Several of the album’s songs seem to portray a man wearied by his own racing mind. There’s Turn Away, a starkly beautiful folk song that advocates severance from solipsistic thought and has shades of Paul Simon’s The Sound Of Silence. There’s also Waking Light, a devastating, piano-led epic that moves at cloud-speed, climaxes with a spectacularly frazzled guitar solo, and sounds like an instance of an artist actually realising the seeming pipe dream of his imagination. “When the memory leads you / Somewhere you can’t make it home,” sings Beck, riding the coat-tails of a capacious reverb, “When the morning comes to meet you / Rest your eyes in waking light.”
Morning Phase isn’t an album that obsequiously courts your approval - it just is. Expansive and often undertaken at tempos that would scarcely have taxed late giant tortoise of The Galapagos, Lonesome George, it sometimes feints at psychedelia, but also has bucolic and cosmic country elements.
Beck has said that his latest is “California music”, but to these ears this needs some qualifying. While Country Down, with its pedal steel and choice harmonica, has shades of Gram Parsons, and the acoustic guitar on Say Goodbye rolls like that of Neil Young’s Old Man, this is certainly not a work evoking the gregarious and ebullient sunshine state of pop lore. Instead, we visit a rather more mysterious and shadowy place where “mountains roll by like centuries” and we’re “down in the cancelled Avalon”. Even the record’s lightest moment - the exquisite, cleverly modulating Blackbird Chain - touches upon the dark ’60s chamber pop of Arthur Lee’s Love.
Meanwhile, the music of Heart Is A Drum - another cracker with a skipping acoustic guitar riff, upright piano and woozy, swelling textures of unfathomable providence - conjures Nick Drake looking out upon rainy Tanworth-in-Arden, Warwickshire rather than a coastal drive in Big Sur. “I need to find someone / To show me how to play it slow / And just let it go,” sings Beck. Again, there’s a search for stillness, peace of mind.
Several key musicians from Sea Change rejoin Beck here: bassist Justin Meldal-Johnsen, keyboardist Roger Manning Jr. and drummer Joey Waronker among them. These seasoned sessioneers by now roll like a latter-day Wrecking Crew, but Waronker, who brings tremendous poise to the album’s foot-dragging tempos, deserves special mention.

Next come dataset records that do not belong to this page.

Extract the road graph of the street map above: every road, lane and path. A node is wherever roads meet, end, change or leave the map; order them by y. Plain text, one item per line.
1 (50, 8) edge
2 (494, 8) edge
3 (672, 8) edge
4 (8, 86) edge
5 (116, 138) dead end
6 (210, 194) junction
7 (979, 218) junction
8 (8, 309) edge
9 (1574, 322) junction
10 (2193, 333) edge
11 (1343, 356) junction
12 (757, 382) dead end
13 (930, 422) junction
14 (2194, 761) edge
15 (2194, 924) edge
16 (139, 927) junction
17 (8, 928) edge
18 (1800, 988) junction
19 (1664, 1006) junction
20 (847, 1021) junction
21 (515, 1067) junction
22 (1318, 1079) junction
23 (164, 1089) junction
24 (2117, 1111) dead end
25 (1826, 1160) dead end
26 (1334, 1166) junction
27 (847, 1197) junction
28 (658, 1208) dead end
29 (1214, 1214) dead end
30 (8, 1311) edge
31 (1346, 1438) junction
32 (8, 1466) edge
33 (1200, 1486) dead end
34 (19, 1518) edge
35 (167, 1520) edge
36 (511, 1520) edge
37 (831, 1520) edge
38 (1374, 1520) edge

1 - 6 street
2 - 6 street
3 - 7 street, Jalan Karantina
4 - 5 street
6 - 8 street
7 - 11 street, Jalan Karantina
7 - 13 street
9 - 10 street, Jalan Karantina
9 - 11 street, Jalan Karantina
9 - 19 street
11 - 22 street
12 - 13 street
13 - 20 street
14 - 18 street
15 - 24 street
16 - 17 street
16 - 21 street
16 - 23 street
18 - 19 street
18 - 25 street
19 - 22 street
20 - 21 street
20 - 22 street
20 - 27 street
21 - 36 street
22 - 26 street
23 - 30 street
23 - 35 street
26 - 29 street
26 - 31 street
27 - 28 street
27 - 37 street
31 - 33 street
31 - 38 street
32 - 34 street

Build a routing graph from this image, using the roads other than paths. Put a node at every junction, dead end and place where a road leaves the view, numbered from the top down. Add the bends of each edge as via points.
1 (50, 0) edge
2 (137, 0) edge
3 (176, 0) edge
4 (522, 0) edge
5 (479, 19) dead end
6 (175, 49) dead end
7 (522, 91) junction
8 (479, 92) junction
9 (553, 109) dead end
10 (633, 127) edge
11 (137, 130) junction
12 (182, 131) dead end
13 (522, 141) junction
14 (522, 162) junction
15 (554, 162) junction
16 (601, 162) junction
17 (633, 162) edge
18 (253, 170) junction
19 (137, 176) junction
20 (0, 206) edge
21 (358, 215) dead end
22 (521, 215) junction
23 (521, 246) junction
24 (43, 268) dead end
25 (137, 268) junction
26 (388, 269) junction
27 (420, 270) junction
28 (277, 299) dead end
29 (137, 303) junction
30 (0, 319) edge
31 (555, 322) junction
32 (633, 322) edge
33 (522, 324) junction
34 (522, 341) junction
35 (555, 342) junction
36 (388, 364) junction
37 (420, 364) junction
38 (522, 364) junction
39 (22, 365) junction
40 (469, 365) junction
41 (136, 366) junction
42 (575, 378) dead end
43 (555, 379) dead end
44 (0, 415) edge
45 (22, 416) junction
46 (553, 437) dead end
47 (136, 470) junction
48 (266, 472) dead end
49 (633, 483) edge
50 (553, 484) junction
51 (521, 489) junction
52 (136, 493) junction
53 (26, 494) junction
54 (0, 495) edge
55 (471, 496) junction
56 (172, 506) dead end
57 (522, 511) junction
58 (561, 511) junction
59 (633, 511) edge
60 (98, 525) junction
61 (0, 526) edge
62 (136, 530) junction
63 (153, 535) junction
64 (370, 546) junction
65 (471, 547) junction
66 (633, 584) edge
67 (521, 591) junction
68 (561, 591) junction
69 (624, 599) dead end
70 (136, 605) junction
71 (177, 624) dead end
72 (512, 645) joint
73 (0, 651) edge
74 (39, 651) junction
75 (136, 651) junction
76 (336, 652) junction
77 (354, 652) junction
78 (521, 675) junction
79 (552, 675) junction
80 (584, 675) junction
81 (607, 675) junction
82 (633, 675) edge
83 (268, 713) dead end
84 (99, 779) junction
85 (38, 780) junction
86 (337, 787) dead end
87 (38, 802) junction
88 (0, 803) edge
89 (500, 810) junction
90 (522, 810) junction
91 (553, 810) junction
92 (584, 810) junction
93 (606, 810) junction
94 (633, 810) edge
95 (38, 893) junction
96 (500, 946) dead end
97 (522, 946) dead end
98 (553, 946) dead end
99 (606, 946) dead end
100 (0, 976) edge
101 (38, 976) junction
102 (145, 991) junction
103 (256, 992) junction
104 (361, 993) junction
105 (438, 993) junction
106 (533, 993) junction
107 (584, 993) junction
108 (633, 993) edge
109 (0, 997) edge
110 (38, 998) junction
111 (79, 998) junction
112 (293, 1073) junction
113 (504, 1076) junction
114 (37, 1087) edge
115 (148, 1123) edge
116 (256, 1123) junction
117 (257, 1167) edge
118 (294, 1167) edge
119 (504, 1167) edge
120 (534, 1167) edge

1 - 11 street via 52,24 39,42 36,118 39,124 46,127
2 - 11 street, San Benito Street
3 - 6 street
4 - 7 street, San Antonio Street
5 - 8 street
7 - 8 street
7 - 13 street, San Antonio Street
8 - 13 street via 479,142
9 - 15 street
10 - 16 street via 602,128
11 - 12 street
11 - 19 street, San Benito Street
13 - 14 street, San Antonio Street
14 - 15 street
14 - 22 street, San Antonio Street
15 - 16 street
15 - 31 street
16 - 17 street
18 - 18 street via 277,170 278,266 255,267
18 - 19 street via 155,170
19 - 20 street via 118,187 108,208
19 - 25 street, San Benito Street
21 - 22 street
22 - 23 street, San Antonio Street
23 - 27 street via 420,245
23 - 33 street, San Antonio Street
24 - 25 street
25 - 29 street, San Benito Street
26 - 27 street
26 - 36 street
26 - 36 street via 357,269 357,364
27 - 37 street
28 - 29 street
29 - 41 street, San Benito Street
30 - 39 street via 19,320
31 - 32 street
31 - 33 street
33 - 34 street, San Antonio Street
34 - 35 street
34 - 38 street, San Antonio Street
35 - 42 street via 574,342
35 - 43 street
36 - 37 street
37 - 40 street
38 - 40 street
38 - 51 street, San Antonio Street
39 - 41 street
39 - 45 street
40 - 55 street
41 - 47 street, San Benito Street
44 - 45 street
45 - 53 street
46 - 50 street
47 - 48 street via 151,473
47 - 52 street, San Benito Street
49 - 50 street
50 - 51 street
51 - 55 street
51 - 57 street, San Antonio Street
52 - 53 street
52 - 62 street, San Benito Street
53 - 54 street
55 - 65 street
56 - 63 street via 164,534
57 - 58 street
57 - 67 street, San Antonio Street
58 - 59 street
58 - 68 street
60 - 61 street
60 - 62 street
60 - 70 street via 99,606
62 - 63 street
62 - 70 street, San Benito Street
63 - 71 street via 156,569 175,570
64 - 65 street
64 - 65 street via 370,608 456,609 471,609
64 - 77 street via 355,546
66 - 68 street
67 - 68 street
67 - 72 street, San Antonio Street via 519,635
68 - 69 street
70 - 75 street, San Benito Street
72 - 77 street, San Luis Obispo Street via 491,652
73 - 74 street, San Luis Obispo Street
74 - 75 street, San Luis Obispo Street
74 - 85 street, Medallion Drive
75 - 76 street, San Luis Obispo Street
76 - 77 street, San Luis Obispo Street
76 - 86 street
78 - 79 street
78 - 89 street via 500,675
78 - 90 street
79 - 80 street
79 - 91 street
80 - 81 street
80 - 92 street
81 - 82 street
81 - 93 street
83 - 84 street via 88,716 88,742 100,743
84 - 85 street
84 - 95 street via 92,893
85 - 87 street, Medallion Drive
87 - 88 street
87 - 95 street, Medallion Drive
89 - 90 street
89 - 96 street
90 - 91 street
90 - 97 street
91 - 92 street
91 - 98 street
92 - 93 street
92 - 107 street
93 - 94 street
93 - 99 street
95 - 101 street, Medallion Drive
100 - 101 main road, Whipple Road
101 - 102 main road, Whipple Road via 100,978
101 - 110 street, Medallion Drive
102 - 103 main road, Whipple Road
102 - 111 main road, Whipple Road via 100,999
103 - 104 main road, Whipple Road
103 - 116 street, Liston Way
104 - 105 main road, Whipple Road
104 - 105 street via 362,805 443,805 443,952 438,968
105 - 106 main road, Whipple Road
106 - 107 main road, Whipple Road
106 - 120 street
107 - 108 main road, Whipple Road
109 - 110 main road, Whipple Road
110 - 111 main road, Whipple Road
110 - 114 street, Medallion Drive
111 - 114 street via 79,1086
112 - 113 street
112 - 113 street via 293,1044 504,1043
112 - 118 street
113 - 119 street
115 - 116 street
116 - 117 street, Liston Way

“It’s reassuring that Beck Hansen can still pull an original record out of the hat.”
But the real star-turn excluding Beck himself is the singer’s father, David Campbell. Another of the Sea Change returnees, he brings gravitas-rich brass and string arrangements that seem tectonic in scale. The vertiginous swells on instrumental segue String Interlude 1 exert a tidal pull on the listener, and then there is Waves, the strings-and-vocals-only affair that Beck recently premiered with the Los Angeles Philharmonic at the Walt Disney Concert Hall, his father conducting. The song has something of Scott Walker’s disquieted elegance, Beck averring “If I surrender / And I don’t fight this wave / I won’t go under / I will only be carried away.”
Morning Phase is Beck’s first album for his new label, Capitol (Virgin in the UK). It hasn’t come out of a vacuum, of course, but engrossing and/or thrillingly outlandish as some of the singer’s recent conceits have been - his yodelling-inclusive take on Bowie’s Sound And Vision arranged for 167-piece orchestra and choir comes to mind - he has seemed somewhat rudder-less of late.
His On-Line Record Club’s re-recordings of songs by INXS and Leonard Cohen were great fun and all that, but it’s reassuring that Beck Hansen can still pull an original record as substantive and absorbing as this one out of the hat. “The early morning has gold in its mouth,” noted Benjamin Franklin, and so, too, does Morning Phase.